The reply should be one number: how many lines of the data below contain "then".

[Records from a collection]
________________________________________

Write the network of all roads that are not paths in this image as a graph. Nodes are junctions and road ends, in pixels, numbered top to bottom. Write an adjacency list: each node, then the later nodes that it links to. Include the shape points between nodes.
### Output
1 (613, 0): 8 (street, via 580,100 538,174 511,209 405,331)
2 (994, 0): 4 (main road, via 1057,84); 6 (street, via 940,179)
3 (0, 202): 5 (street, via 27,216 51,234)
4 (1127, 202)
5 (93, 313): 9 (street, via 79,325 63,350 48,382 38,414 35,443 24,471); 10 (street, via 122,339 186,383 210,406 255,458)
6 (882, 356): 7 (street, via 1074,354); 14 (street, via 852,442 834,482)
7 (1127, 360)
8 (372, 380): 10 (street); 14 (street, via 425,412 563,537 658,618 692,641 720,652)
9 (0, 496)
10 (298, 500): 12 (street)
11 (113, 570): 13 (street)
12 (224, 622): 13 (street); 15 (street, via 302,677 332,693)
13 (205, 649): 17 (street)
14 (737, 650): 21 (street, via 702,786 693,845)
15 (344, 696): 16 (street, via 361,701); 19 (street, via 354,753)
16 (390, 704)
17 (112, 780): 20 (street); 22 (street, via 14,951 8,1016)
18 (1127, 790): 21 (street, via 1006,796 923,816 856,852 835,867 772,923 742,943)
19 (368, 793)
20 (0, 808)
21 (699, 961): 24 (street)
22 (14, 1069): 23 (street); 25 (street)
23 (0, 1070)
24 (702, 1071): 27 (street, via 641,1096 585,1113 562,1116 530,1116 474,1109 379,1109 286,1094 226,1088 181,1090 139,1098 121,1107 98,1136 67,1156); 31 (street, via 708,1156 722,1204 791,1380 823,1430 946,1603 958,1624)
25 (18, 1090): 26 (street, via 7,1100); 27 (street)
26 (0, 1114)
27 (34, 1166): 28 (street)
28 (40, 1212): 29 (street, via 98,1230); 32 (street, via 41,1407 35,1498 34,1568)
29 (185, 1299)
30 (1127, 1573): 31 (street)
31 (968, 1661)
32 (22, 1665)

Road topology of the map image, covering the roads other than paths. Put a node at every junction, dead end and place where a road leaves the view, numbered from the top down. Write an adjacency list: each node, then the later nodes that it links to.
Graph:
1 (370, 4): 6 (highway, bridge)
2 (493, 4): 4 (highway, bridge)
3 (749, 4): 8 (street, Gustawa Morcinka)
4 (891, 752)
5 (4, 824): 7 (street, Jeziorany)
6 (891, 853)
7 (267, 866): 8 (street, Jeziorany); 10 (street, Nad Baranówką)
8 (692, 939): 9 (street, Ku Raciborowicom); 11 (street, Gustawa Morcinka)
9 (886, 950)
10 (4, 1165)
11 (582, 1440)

________________________________________

Response to this exercise. 2